In un paese che si definisce cattolico, per descrivere l’atteggiamento adottato da alcuni stati in politica estera, è necessario rifarsi ad un insegnamento di Cristo, riportato nel Vangelo secondo Matteo, dedicato agli scribi e ai farisei, il cui succo è il seguente: i fedeli debbono osservare tutto ciò che essi dicono, ma non debbono agire copiandone le opere perché essi sono ipocriti. Pongono sulle spalle del popolo pesi insopportabili e compiti difficili ma non muovono neppure un dito per alleviarne le fatiche. Tutto quello che fanno ha un solo fine cioè conseguire l’ammirazione del popolo, ottenere il posto di prima fila, il rispetto collegato all’autorità. Nell’intimo operano solo per il loro bene per l’autoaffermazione nella brama di autoglorificazione; nel rapporto con gli altri, verso chi si sottomette mostrano una comprensione paternalistica, ma verso chi resiste provano a schiacciarlo. Da cui il detto dei due pesi e due misure.

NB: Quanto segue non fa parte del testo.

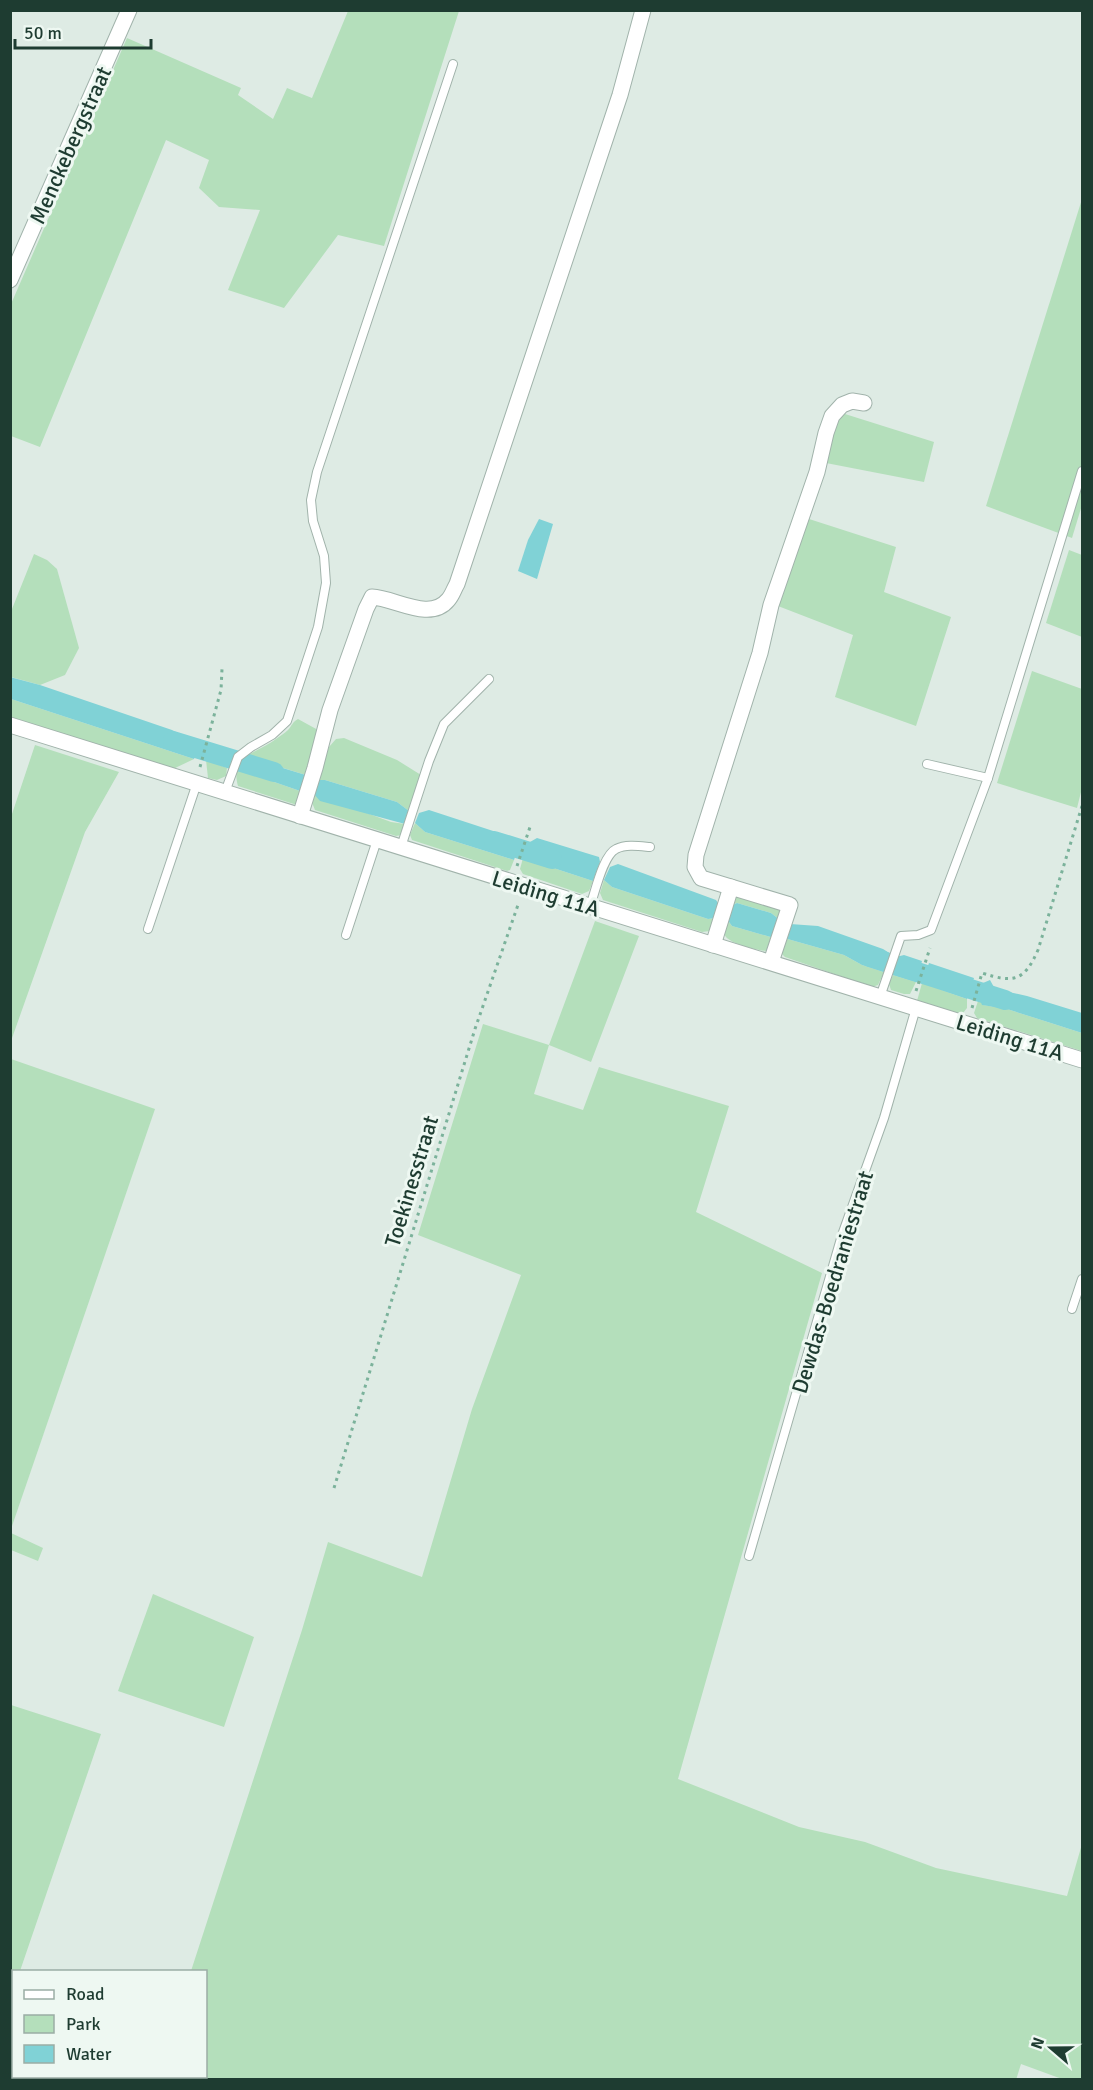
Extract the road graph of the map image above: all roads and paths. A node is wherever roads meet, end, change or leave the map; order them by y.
1 (129, 10) edge
2 (643, 10) edge
3 (453, 64) dead end
4 (10, 280) edge
5 (864, 403) dead end
6 (1083, 471) edge
7 (222, 669) dead end
8 (489, 679) dead end
9 (10, 725) edge
10 (927, 764) dead end
11 (988, 778) junction
12 (197, 783) junction
13 (225, 792) junction
14 (1083, 806) edge
15 (301, 812) junction
16 (530, 827) dead end
17 (377, 840) junction
18 (401, 847) junction
19 (650, 847) dead end
20 (518, 884) junction
21 (731, 887) junction
22 (590, 906) junction
23 (148, 929) dead end
24 (346, 935) dead end
25 (715, 940) junction
26 (930, 948) dead end
27 (773, 956) junction
28 (882, 991) junction
29 (913, 1007) junction
30 (967, 1024) junction
31 (1083, 1060) edge
32 (1083, 1279) edge
33 (1072, 1309) dead end
34 (334, 1488) dead end
35 (749, 1556) dead end

1 - 4 street, Menckebergstraat
2 - 15 street
3 - 13 lane
5 - 21 street
6 - 11 lane
7 - 12 path
8 - 18 lane
9 - 12 street, Leiding 11A
10 - 11 lane
11 - 28 lane
12 - 13 street, Leiding 11A
12 - 23 lane
13 - 15 street, Leiding 11A
14 - 30 path
15 - 17 street, Leiding 11A
16 - 20 path, Toekinesstraat
17 - 18 street, Leiding 11A
17 - 24 lane
18 - 20 street, Leiding 11A
19 - 22 lane
20 - 22 street, Leiding 11A
20 - 34 path, Toekinesstraat
21 - 25 street
21 - 27 street
22 - 25 street, Leiding 11A
25 - 27 street, Leiding 11A
26 - 29 path
27 - 28 street, Leiding 11A
28 - 29 street, Leiding 11A
29 - 30 street, Leiding 11A
29 - 35 lane, Dewdas-Boedraniestraat
30 - 31 street, Leiding 11A
32 - 33 lane

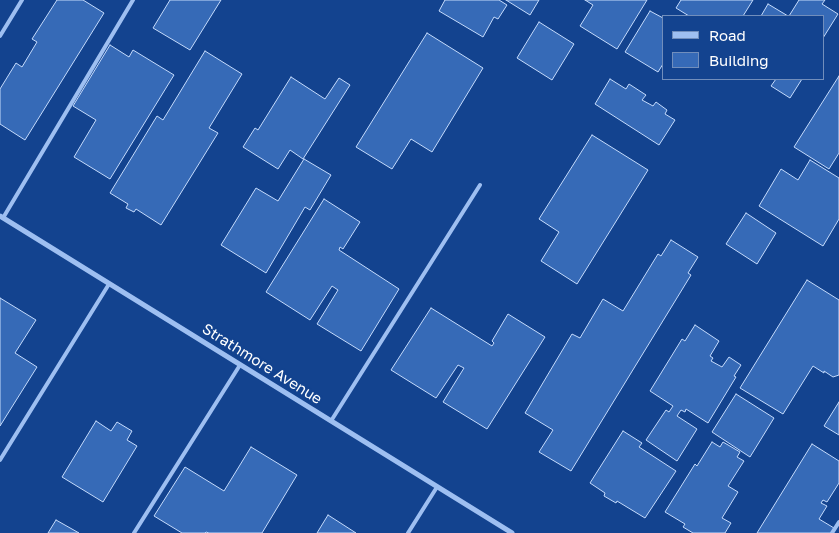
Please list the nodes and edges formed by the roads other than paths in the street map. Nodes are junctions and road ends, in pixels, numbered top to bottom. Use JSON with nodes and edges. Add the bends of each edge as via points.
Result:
{"nodes":[{"id":1,"x":22,"y":0,"type":"edge"},
{"id":2,"x":134,"y":0,"type":"edge"},
{"id":3,"x":0,"y":36,"type":"edge"},
{"id":4,"x":480,"y":185,"type":"dead end"},
{"id":5,"x":1,"y":217,"type":"edge"},
{"id":6,"x":109,"y":284,"type":"junction"},
{"id":7,"x":240,"y":365,"type":"junction"},
{"id":8,"x":331,"y":422,"type":"junction"},
{"id":9,"x":0,"y":460,"type":"edge"},
{"id":10,"x":436,"y":486,"type":"junction"},
{"id":11,"x":839,"y":522,"type":"edge"},
{"id":12,"x":134,"y":533,"type":"edge"},
{"id":13,"x":408,"y":533,"type":"edge"},
{"id":14,"x":512,"y":533,"type":"edge"},
{"id":15,"x":832,"y":533,"type":"edge"}],
"edges":[{"from":1,"to":3,"type":"lane"},
{"from":2,"to":5,"type":"lane"},
{"from":4,"to":8,"type":"lane"},
{"from":5,"to":6,"type":"street","name":"Strathmore Avenue"},
{"from":6,"to":7,"type":"street","name":"Strathmore Avenue"},
{"from":6,"to":9,"type":"lane"},
{"from":7,"to":8,"type":"street","name":"Strathmore Avenue"},
{"from":7,"to":12,"type":"lane"},
{"from":8,"to":10,"type":"street","name":"Strathmore Avenue"},
{"from":10,"to":13,"type":"lane"},
{"from":10,"to":14,"type":"street","name":"Strathmore Avenue"},
{"from":11,"to":15,"type":"lane"}]}
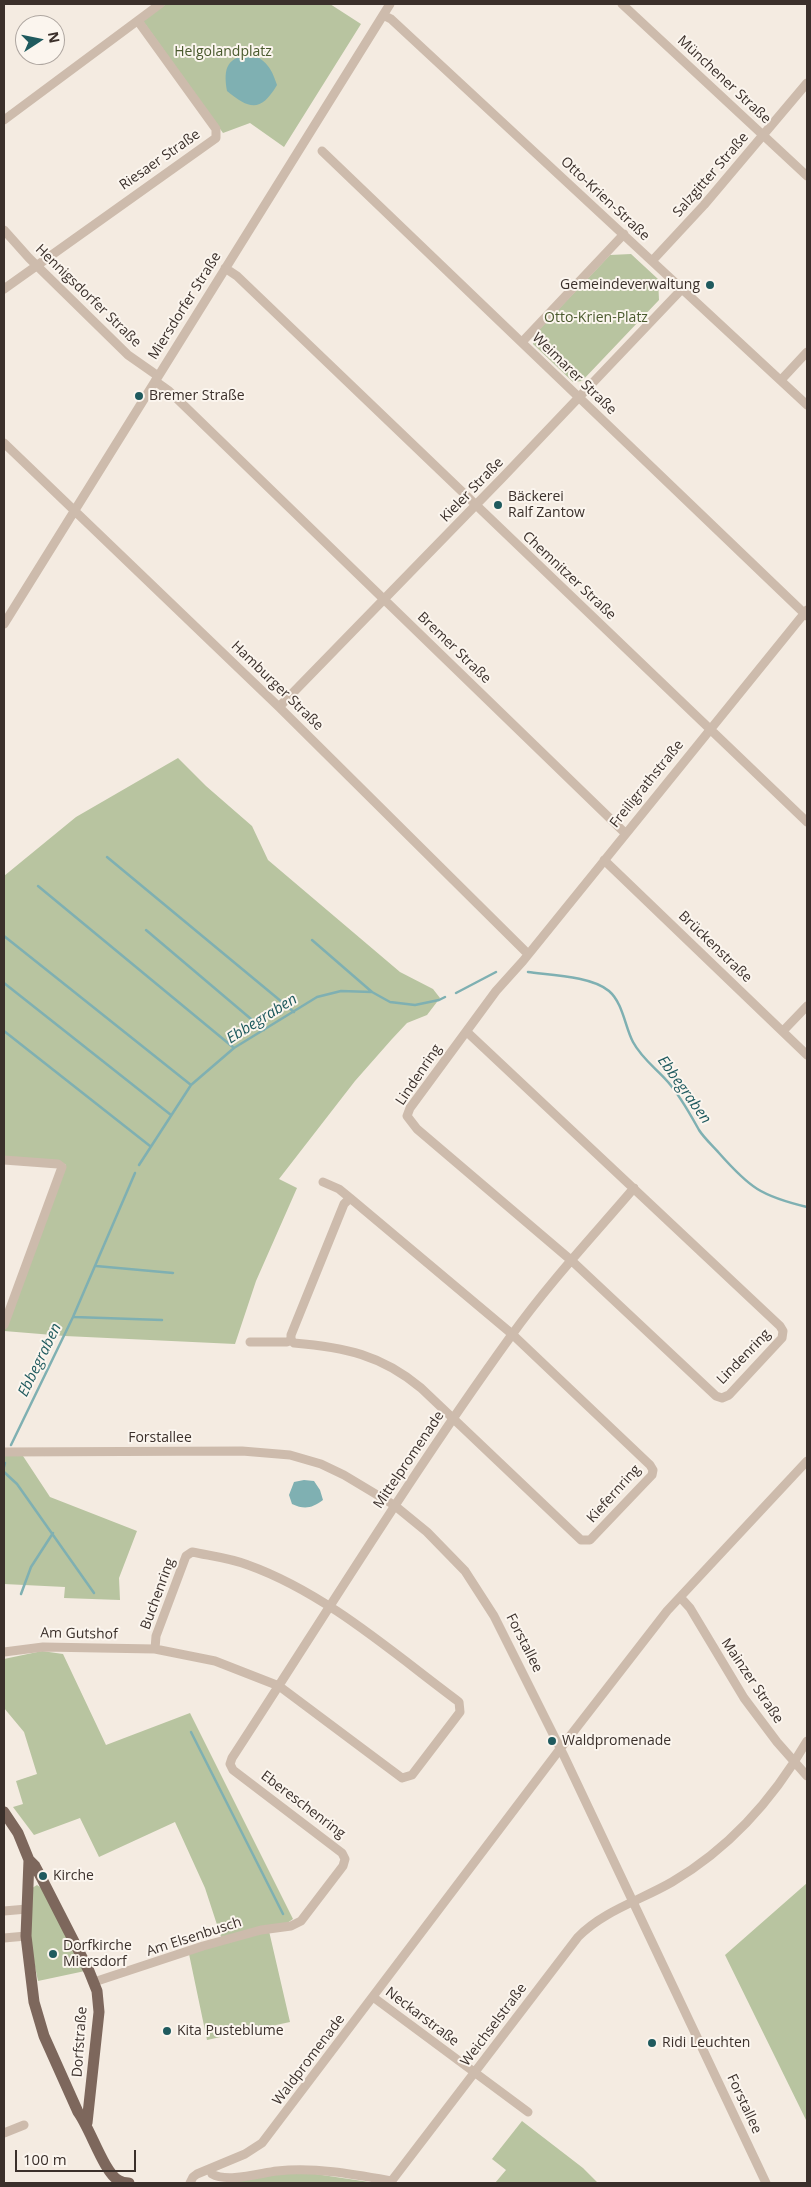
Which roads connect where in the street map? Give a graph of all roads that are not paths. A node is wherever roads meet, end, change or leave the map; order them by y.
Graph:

Guardiamo cosa succede in Venezuela. A scanso di equivoci e di malintesi premetto che Maduro, rieletto Presidente per la seconda volta a maggio 2018 con il 70% dei consensi (ma ha votato meno della metà del corpo elettorale) e che ha iniziato il nuovo mandato ai primi di gennaio 2019, non gode del mio apprezzamento. L’opposizione venezuelana, ripetendo il solito cliché del perdente che accusa il vincente di brogli (lo fece anche Berlusconi contro Prodi, al Gore contro Bush figlio e era pronto a farlo anche Trump se avesse perso la presidenza avendo ricevuto meno voti popolari della Clinton) ha contestato la legittimità della rielezione di Maduro denunciando brogli e che si era trattato di elezioni truccate perché in lizza non c’erano validi contendenti.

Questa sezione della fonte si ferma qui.